Ada AturanKepala Bidang Pengelolaan Sumber Daya Air (PSDA) Dinas PU Bina Marga Kota Palembang, Ir Affan, Jumat (24/4), mengatakan, pembebasan lahan rawa untuk pembangunan bukan tanggung jawab pihaknya.
Tugas Pokok PU Bina Marga adalah pengelolaan perizinan reklamasi dan pemanfaatan rawa serta pengembangan bahan galian golongan C. Tugas itu termasuk memetakan daerah rawa, pemeliharaan dan pemanfaatannya.
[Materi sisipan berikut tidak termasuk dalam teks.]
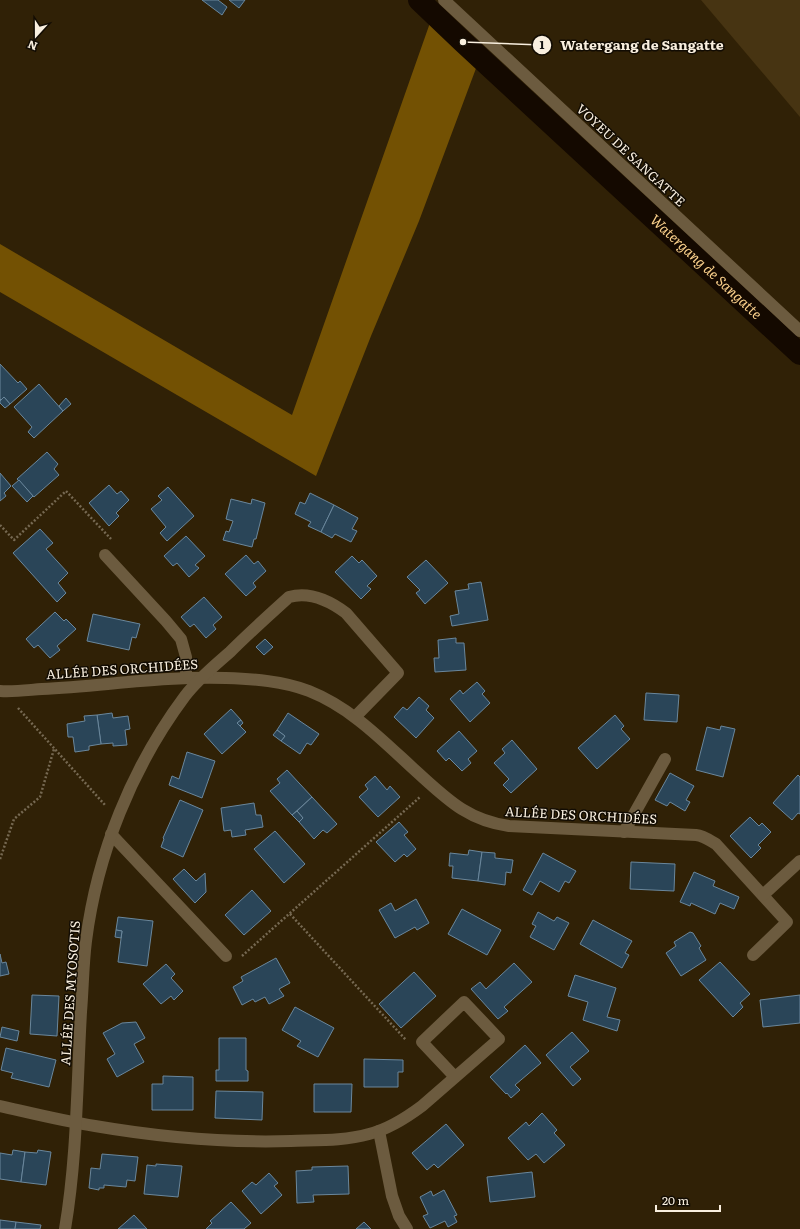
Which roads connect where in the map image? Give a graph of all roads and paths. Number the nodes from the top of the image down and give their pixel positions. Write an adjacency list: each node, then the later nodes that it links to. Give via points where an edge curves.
1 (444, 0): 2 (street, VOYEU DE SANGATTE)
2 (800, 331)
3 (0, 525): 4 (path, via 14,540 66,491 114,542)
4 (105, 555): 5 (street, via 178,635 184,648)
5 (186, 677): 6 (street, ALLÉE DES ORCHIDÉES); 7 (street, ALLÉE DES ORCHIDÉES, via 84,687)
6 (202, 677): 8 (street, ALLÉE DES ORCHIDÉES, via 255,679 298,687 329,700); 8 (street, ALLÉE DES MYOSOTIS, via 289,597 314,596 346,613 398,673); 12 (street, ALLÉE DES MYOSOTIS, via 185,696 156,741)
7 (2, 691): 9 (path)
8 (355, 717): 11 (street, ALLÉE DES ORCHIDÉES)
9 (54, 748): 12 (path); 15 (path, via 40,797 14,819)
10 (665, 759): 13 (street)
11 (433, 786): 13 (street, ALLÉE DES ORCHIDÉES, via 465,812 497,824); 18 (path)
12 (118, 819): 14 (street, ALLÉE DES MYOSOTIS)
13 (624, 832): 17 (street, ALLÉE DES ORCHIDÉES, via 702,836 716,844)
14 (111, 834): 20 (street); 24 (street, ALLÉE DES MYOSOTIS, via 95,889 86,943)
15 (0, 859)
16 (800, 860): 17 (street)
17 (763, 895): 19 (street, ALLÉE DES ORCHIDÉES, via 787,922)
18 (290, 914): 20 (path, via 243,956); 21 (path, via 410,1044)
19 (753, 955)
20 (226, 956)
21 (422, 1042): 22 (street); 22 (street, via 464,1002 499,1039)
22 (455, 1077): 25 (street, via 411,1114)
23 (0, 1106): 24 (street)
24 (75, 1123): 25 (street, via 159,1135 246,1141 347,1139); 26 (street, ALLÉE DES MYOSOTIS)
25 (379, 1131): 27 (street, via 392,1196)
26 (65, 1229)
27 (407, 1229)

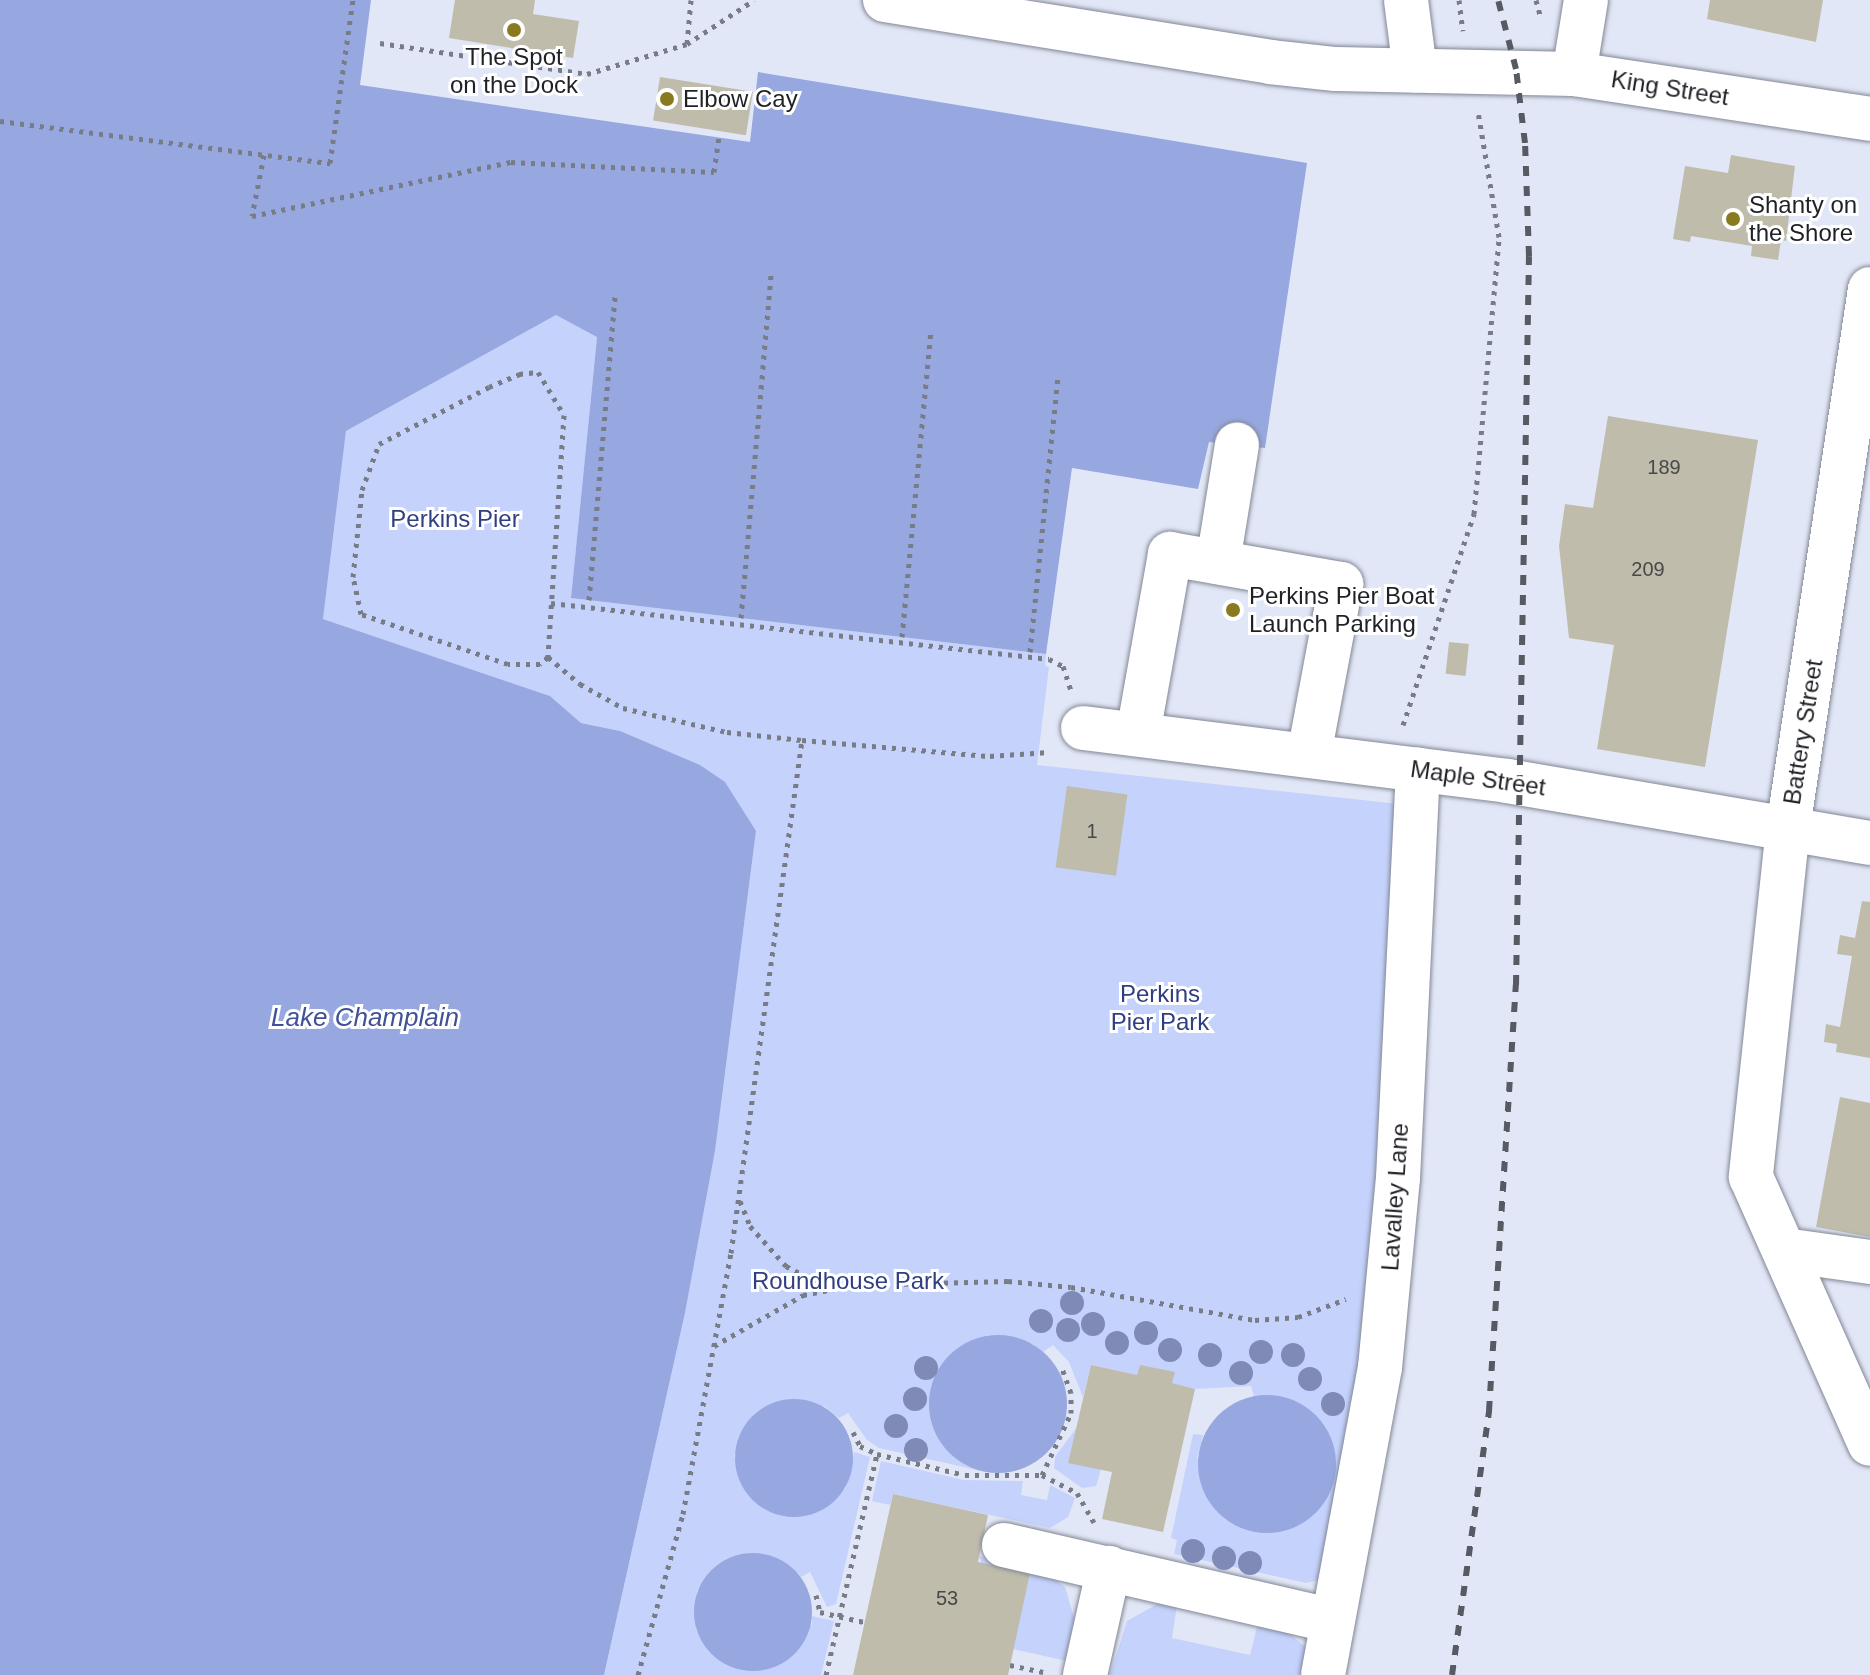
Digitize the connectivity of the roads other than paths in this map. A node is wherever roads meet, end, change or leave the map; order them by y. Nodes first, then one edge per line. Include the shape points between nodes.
1 (885, 0) edge
2 (1406, 0) edge
3 (1586, 0) edge
4 (1415, 70) junction
5 (1574, 74) junction
6 (1870, 119) edge
7 (1870, 289) edge
8 (1237, 445) dead end
9 (1218, 562) junction
10 (1083, 728) road end
11 (1138, 734) junction
12 (1309, 755) junction
13 (1418, 769) junction
14 (1788, 828) junction
15 (1870, 843) edge
16 (1784, 1250) junction
17 (1870, 1262) edge
18 (1870, 1444) edge
19 (1004, 1545) dead end
20 (1109, 1568) junction
21 (1332, 1621) junction
22 (1085, 1675) edge
23 (1323, 1675) edge

1 - 4 street, King Street via 1185,52 1336,69
2 - 4 street
3 - 5 street
4 - 5 street, King Street via 1467,54
5 - 6 street, King Street
7 - 14 street, Battery Street
8 - 9 street
9 - 11 street via 1170,554
9 - 12 street via 1341,584
10 - 11 street, Maple Street
11 - 12 street, Maple Street
12 - 13 street, Maple Street
13 - 14 street, Maple Street
13 - 21 street, Lavalley Lane via 1390,1270 1364,1474
14 - 15 street, Maple Street
14 - 16 street, Battery Street via 1751,1177
16 - 17 street
16 - 18 street
19 - 20 street
20 - 21 street
20 - 22 street
21 - 23 street, Lavalley Lane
Menurut dia, rawa terbagi tiga peruntukan, yakni rawa konservasi, rawa budidaya, dan rawa reklamasi. Rawa konservasi adalah rawa yang harus dipelihara dan dibiarkan alami. Sedangkan rawa budidaya, jenis rawa yang dapat dimanfaatkan sebagai kolam ikan dan pertanian. Sementara rawa reklamasi adalah rawa yang boleh dialihfungsikan untuk membangun perumahan atau perkantoran.
“Memang ada aturannya, boleh menimbun rawa tapi harus menyediakan resapan air. Misal sebagian ditimbun tetapi sebagian lagi dijadikan resapan dan tampungan air,” jelasnya.
Dijelaskan, aturan tentang rawa dapat dilihat di Peraturan Daerah No 5 tahun 2008. Di Perda ini diatur masalah retribusi dan sanksi bagi warga yang melanggar peraturan tersebut. Sripo mencari data ini ke Pemkot Palembang tapi tidak didapat.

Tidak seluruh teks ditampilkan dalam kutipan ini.